**Material provided**

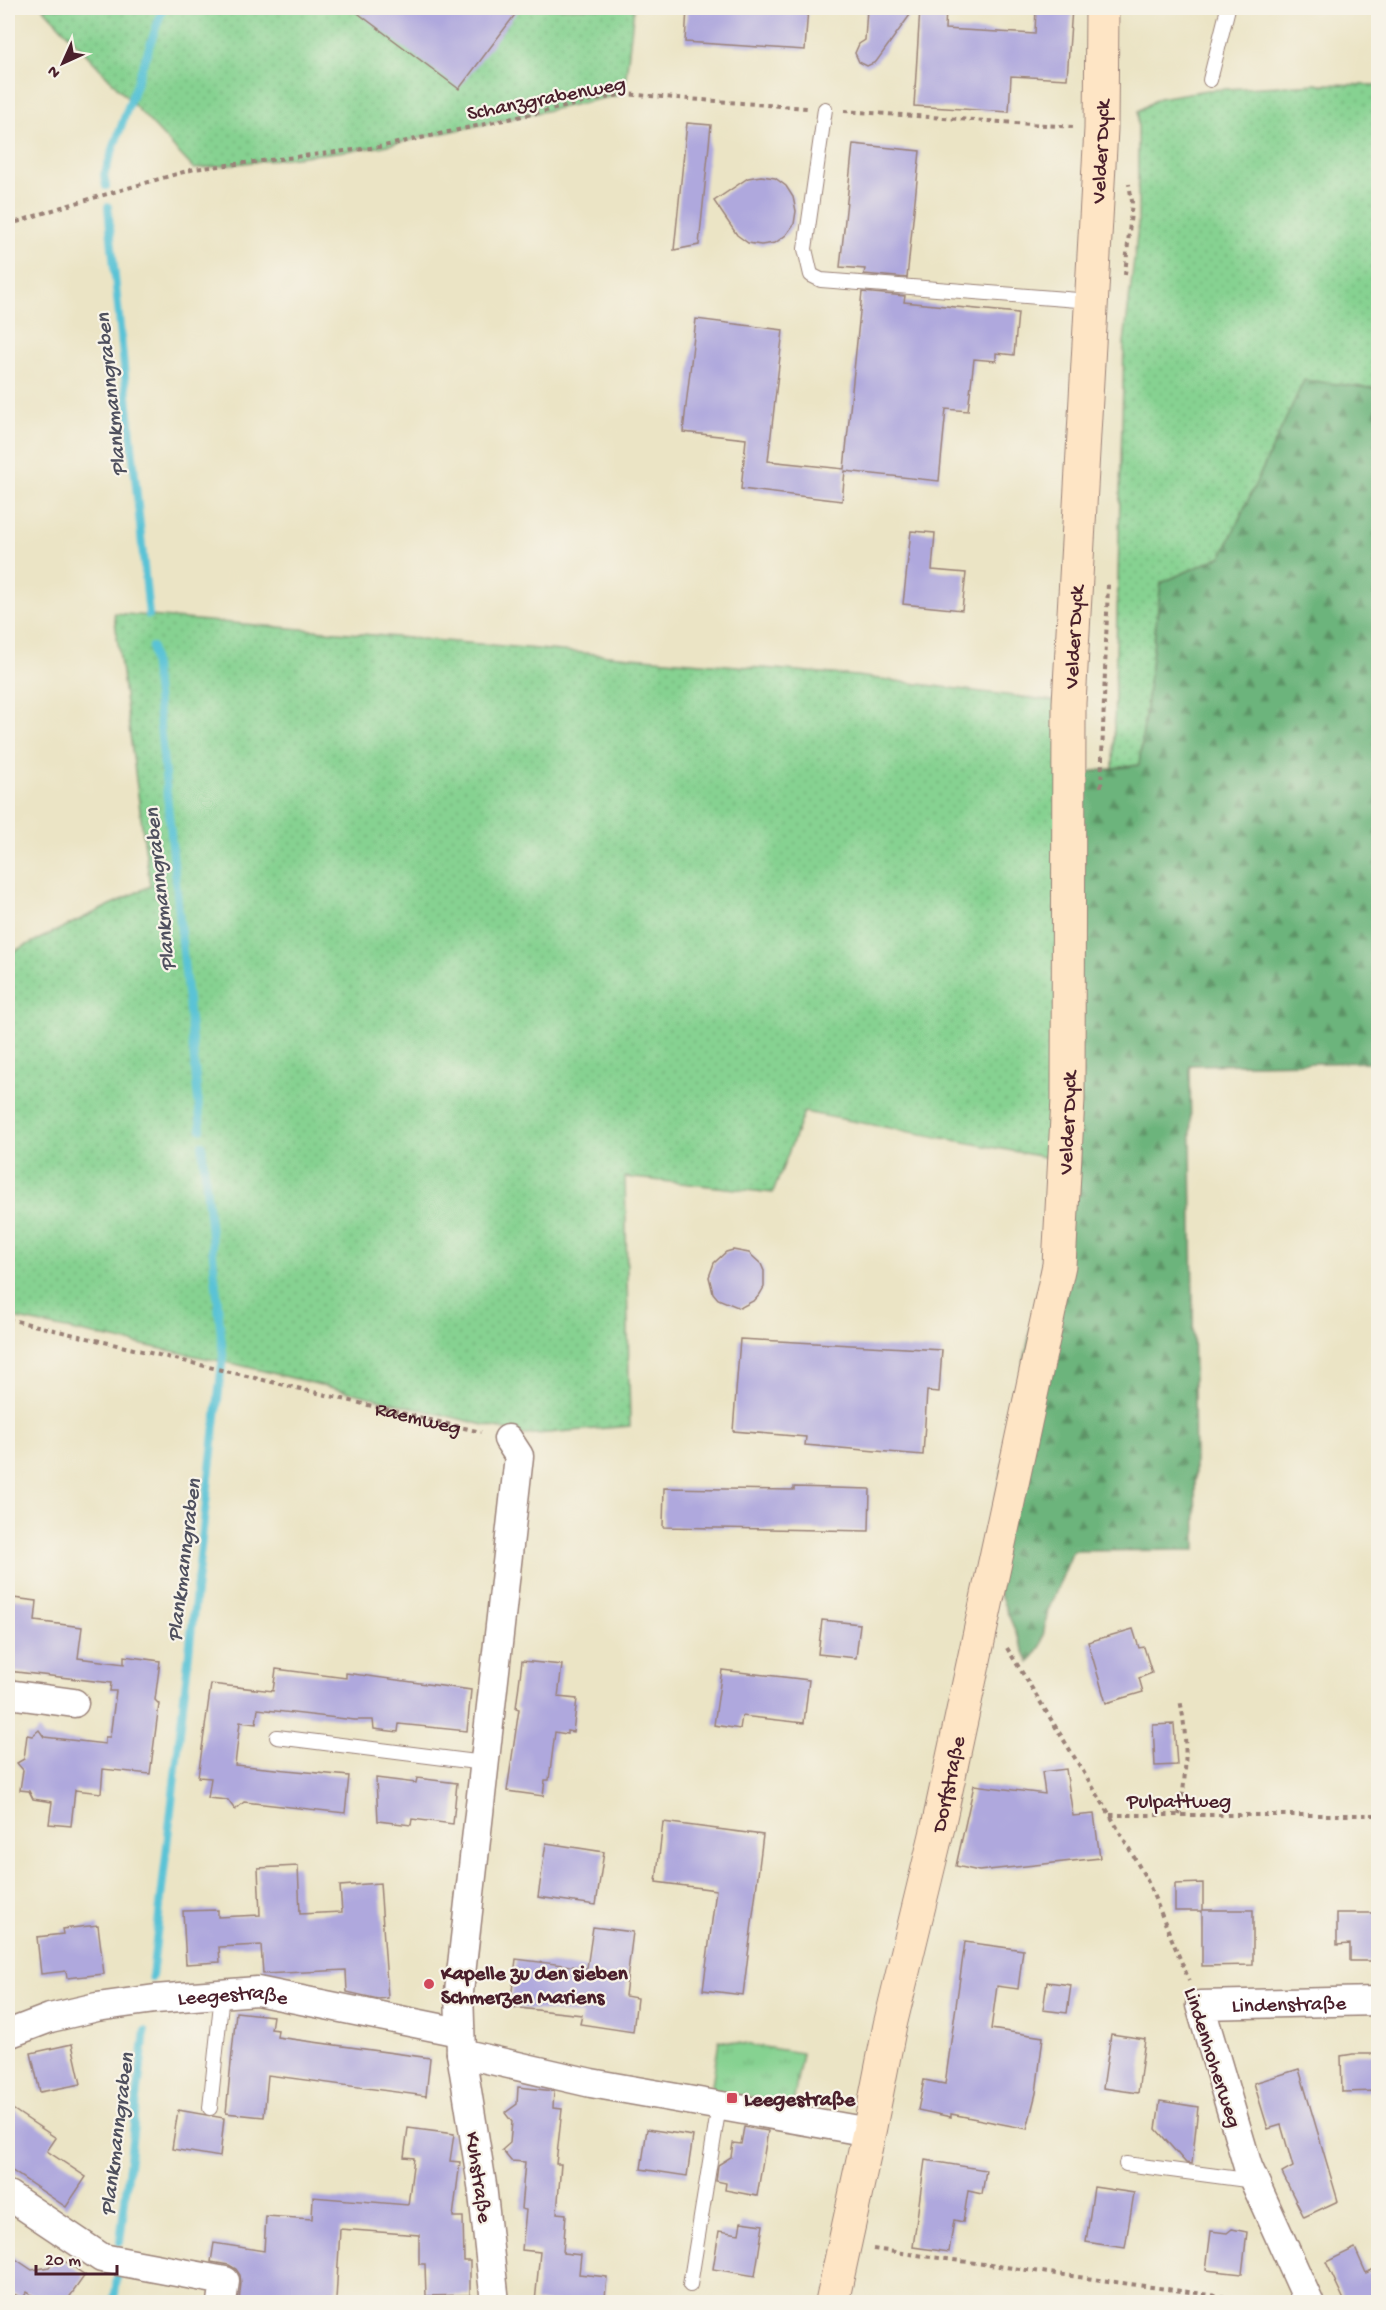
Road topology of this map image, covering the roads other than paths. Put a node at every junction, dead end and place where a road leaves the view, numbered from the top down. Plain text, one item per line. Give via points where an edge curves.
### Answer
1 (1102, 8) edge
2 (1228, 8) edge
3 (1210, 80) dead end
4 (825, 109) road end
5 (1091, 301) junction
6 (1059, 1265) joint
7 (508, 1439) road end
8 (8, 1694) edge
9 (74, 1703) dead end
10 (277, 1737) dead end
11 (484, 1763) junction
12 (222, 1994) junction
13 (1378, 2001) edge
14 (1200, 2006) joint
15 (8, 2034) edge
16 (460, 2042) junction
17 (719, 2106) junction
18 (210, 2108) dead end
19 (869, 2132) junction
20 (1126, 2164) dead end
21 (1254, 2181) junction
22 (8, 2195) edge
23 (690, 2285) dead end
24 (222, 2302) edge
25 (495, 2302) edge
26 (832, 2302) edge
27 (1309, 2302) edge

1 - 5 main road, Velder Dyck via 1101,129
2 - 3 lane
4 - 5 lane via 805,249 811,275 821,280
5 - 6 main road, Velder Dyck via 1069,703 1068,1099
6 - 19 main road, Dorfstraße
7 - 11 street via 519,1456
8 - 9 street
10 - 11 lane
11 - 16 street via 459,1992
12 - 15 street, Leegestraße via 97,2007 50,2018
12 - 16 street, Leegestraße via 257,1991
12 - 18 lane
13 - 14 street, Lindenstraße
14 - 21 street, Lindenhoherweg
16 - 17 street, Leegestraße via 591,2084
16 - 25 street, Kuhstraße
17 - 19 street, Leegestraße
17 - 23 lane
19 - 26 main road, Dorfstraße
20 - 21 lane
21 - 27 street, Lindenhoherweg
22 - 24 street via 102,2258 225,2281

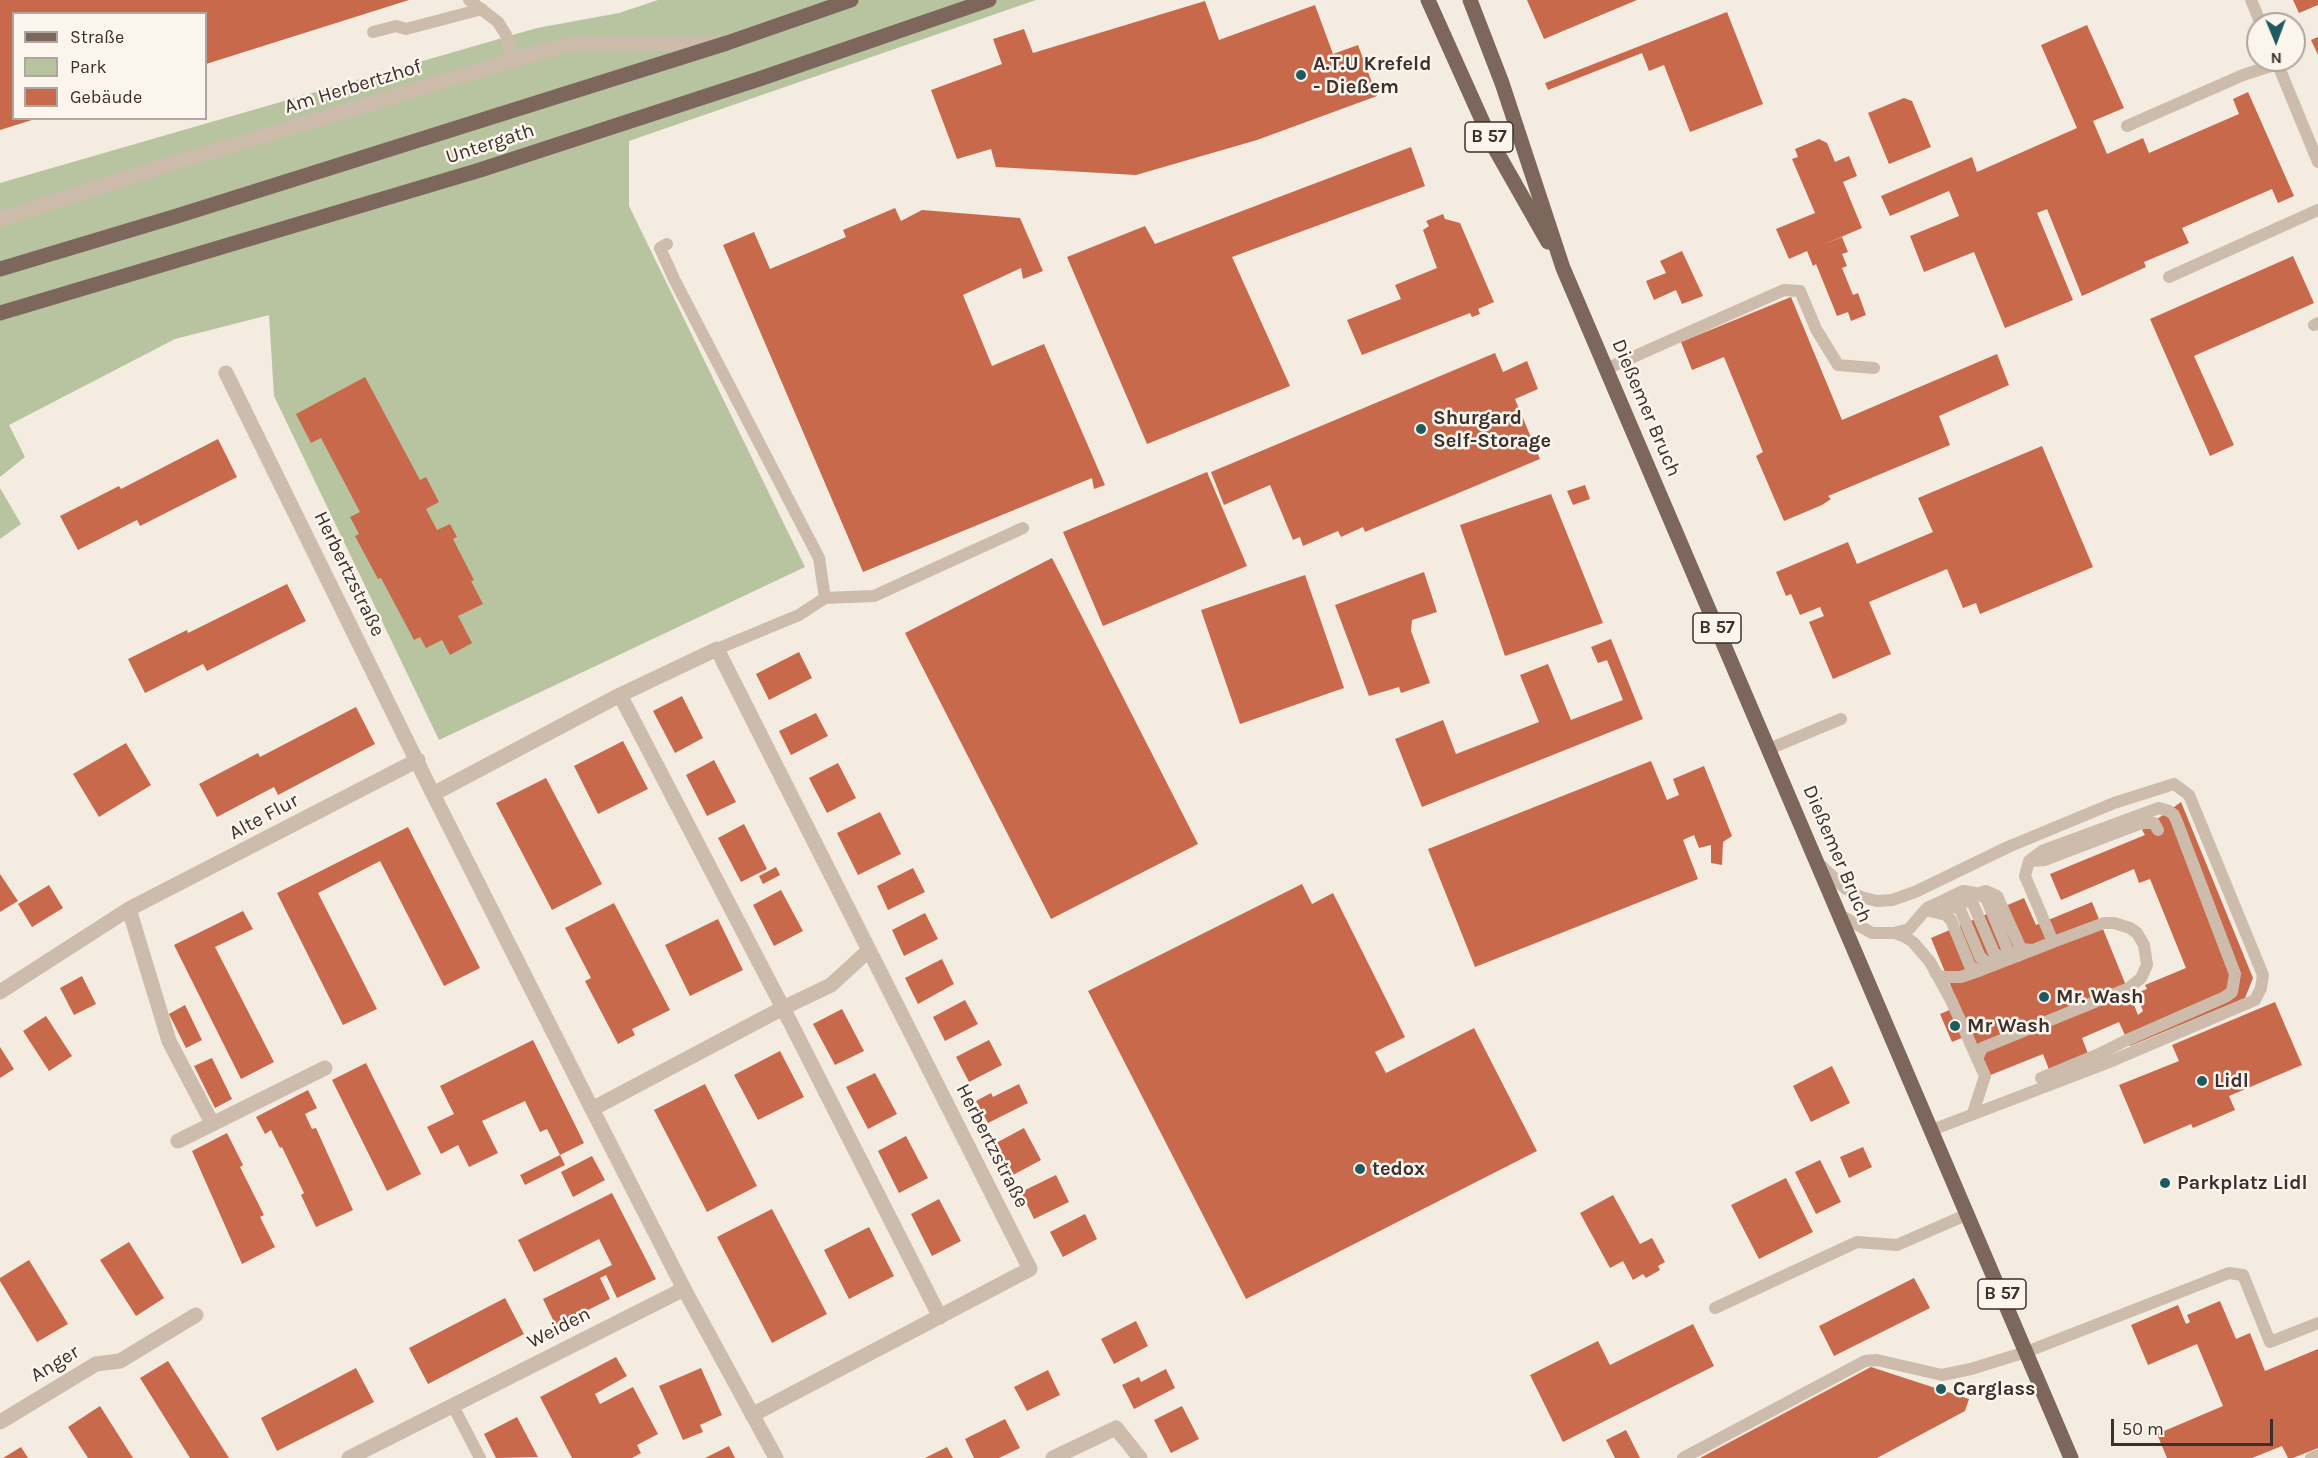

**The task**
Transcribe the whole listing exactly. Pictures stay out of your copy.

**Task answer**
Road topology of this map image, covering the roads other than paths. Put a node at every junction, dead end and place where a road leaves the view, numbered from the top down. Plain text, one item per line. Give via points where an edge curves.
### Answer
1 (1102, 8) edge
2 (1228, 8) edge
3 (1210, 80) dead end
4 (825, 109) road end
5 (1091, 301) junction
6 (1059, 1265) joint
7 (508, 1439) road end
8 (8, 1694) edge
9 (74, 1703) dead end
10 (277, 1737) dead end
11 (484, 1763) junction
12 (222, 1994) junction
13 (1378, 2001) edge
14 (1200, 2006) joint
15 (8, 2034) edge
16 (460, 2042) junction
17 (719, 2106) junction
18 (210, 2108) dead end
19 (869, 2132) junction
20 (1126, 2164) dead end
21 (1254, 2181) junction
22 (8, 2195) edge
23 (690, 2285) dead end
24 (222, 2302) edge
25 (495, 2302) edge
26 (832, 2302) edge
27 (1309, 2302) edge

1 - 5 main road, Velder Dyck via 1101,129
2 - 3 lane
4 - 5 lane via 805,249 811,275 821,280
5 - 6 main road, Velder Dyck via 1069,703 1068,1099
6 - 19 main road, Dorfstraße
7 - 11 street via 519,1456
8 - 9 street
10 - 11 lane
11 - 16 street via 459,1992
12 - 15 street, Leegestraße via 97,2007 50,2018
12 - 16 street, Leegestraße via 257,1991
12 - 18 lane
13 - 14 street, Lindenstraße
14 - 21 street, Lindenhoherweg
16 - 17 street, Leegestraße via 591,2084
16 - 25 street, Kuhstraße
17 - 19 street, Leegestraße
17 - 23 lane
19 - 26 main road, Dorfstraße
20 - 21 lane
21 - 27 street, Lindenhoherweg
22 - 24 street via 102,2258 225,2281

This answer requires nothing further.